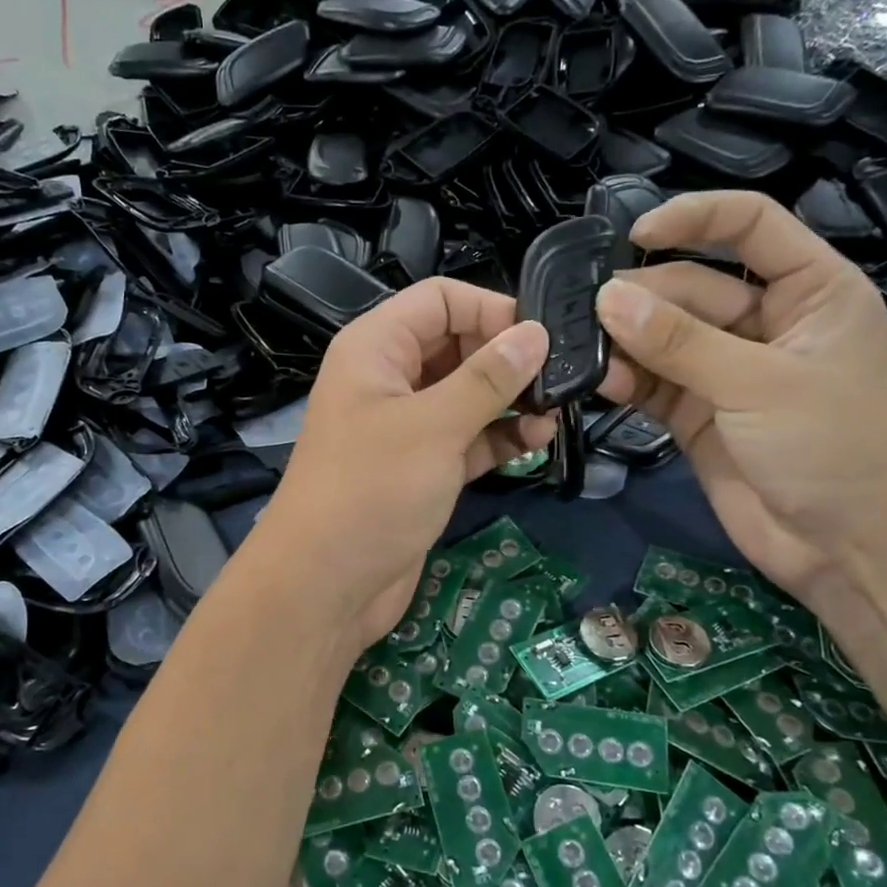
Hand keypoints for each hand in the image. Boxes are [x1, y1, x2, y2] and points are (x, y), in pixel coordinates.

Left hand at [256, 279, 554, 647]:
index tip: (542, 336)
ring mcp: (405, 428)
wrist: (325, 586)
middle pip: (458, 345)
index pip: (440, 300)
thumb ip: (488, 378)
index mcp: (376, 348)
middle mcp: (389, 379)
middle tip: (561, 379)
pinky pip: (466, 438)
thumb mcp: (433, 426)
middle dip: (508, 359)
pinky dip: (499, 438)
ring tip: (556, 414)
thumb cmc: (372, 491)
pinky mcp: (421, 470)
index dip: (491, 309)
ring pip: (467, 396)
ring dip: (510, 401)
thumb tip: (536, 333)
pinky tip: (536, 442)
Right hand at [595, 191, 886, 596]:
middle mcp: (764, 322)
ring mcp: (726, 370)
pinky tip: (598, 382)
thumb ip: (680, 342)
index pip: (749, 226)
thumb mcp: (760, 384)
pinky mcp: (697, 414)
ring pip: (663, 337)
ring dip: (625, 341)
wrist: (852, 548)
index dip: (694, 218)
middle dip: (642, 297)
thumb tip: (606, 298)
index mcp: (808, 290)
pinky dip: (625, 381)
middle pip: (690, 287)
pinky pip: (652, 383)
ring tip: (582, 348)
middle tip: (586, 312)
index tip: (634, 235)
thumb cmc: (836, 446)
************
**ACTIVITY**:
Exactly the lines from the one containing "thumb mcp: (760, 384)" through the end of the records should be reproduced, and no others.

**TASK RESULT**:
thumb mcp: (760, 384)
pinky mcp: (697, 414)
ring pip: (663, 337)
ring dip: (625, 341)
wrist: (852, 548)
index dip: (694, 218)
middle dip: (642, 297)
thumb tip: (606, 298)
index mcp: (808, 290)
pinky dip: (625, 381)
middle pip: (690, 287)
pinky pip: (652, 383)
ring tip: (582, 348)
middle tip: (586, 312)
index tip: (634, 235)
thumb cmc: (836, 446)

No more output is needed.